Symphony offers connection to Cloudera’s open source Hadoop platform - Cloudera Distributed Hadoop (CDH)*. CDH provides unified batch processing, interactive SQL, interactive search, and role-based access controls. In addition, it offers enterprise-grade continuous availability. Specifically, Symphony connects to CDH’s fault‐tolerant storage system called the Hadoop Distributed File System (HDFS).

The Symphony HDFS connector uses its own embedded Apache Spark functionality. It supports Apache Spark 2.2 in its implementation.

By default, the HDFS connector is not included with Symphony. You or your administrator need to download and enable it before configuring the connector.

After the connector has been set up, you can create data source configurations that specify the necessary connection information and identify the data you want to use. See Manage Visual Data Discovery Data Source Configurations for more information. After data sources are configured, they can be used to create dashboards and visuals from your data.

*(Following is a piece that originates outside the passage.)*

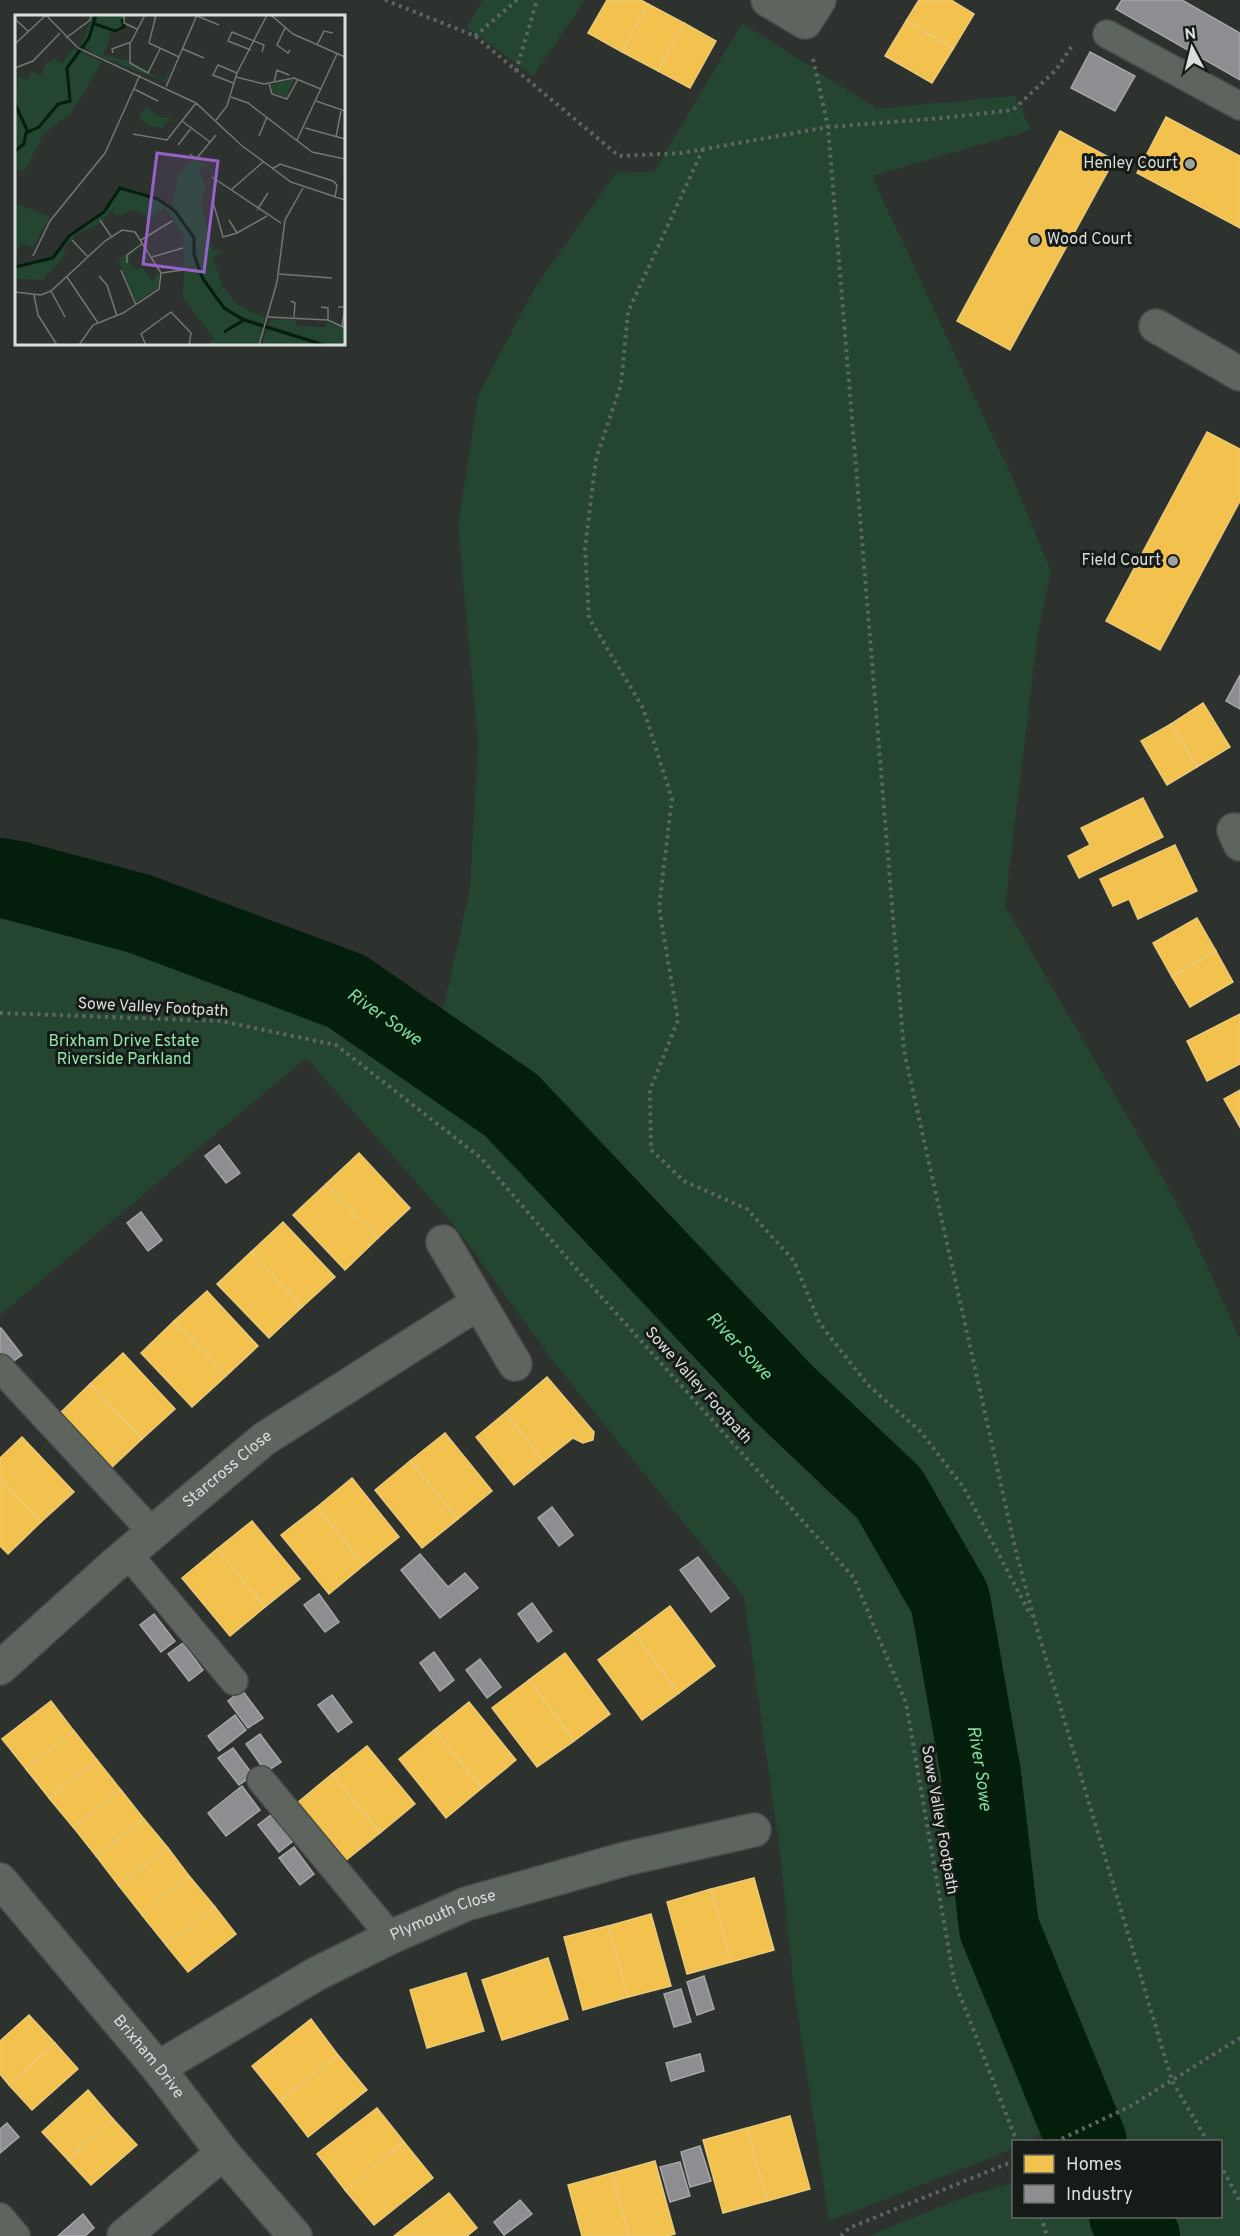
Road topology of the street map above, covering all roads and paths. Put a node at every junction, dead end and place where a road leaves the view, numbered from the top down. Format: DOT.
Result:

See Create Data Discovery Dashboards.

Feature Support

Connector support for specific features is shown in the following table.

Key: Y - Supported; N - Not Supported; N/A - not applicable

Feature	Supported?
Admin-Defined Functions	Y
Box Plots	Y
Custom SQL Queries	Y
Derived Fields (Row-Level Expressions)	Y
Distinct Counts	Y
Fast Distinct Values	N/A
Group By Multiple Fields	Y
Group By Time	Y
Group By UNIX Time	Y
Histogram Floating Point Values	Y
Histograms	Y
Kerberos Authentication	Y
Last Value	Y
Live Mode and Playback	Y
Multivalued Fields	N/A
Nested Fields	N/A
Partitions	N/A
Pushdown Joins for Fusion Data Sources	N
Schemas	Y
Text Search	N/A
TLS	N
User Delegation	N
Wildcard Filters	Y
Wildcard Filters, Case-Insensitive Mode	Y
Wildcard Filters, Case-Sensitive Mode	Y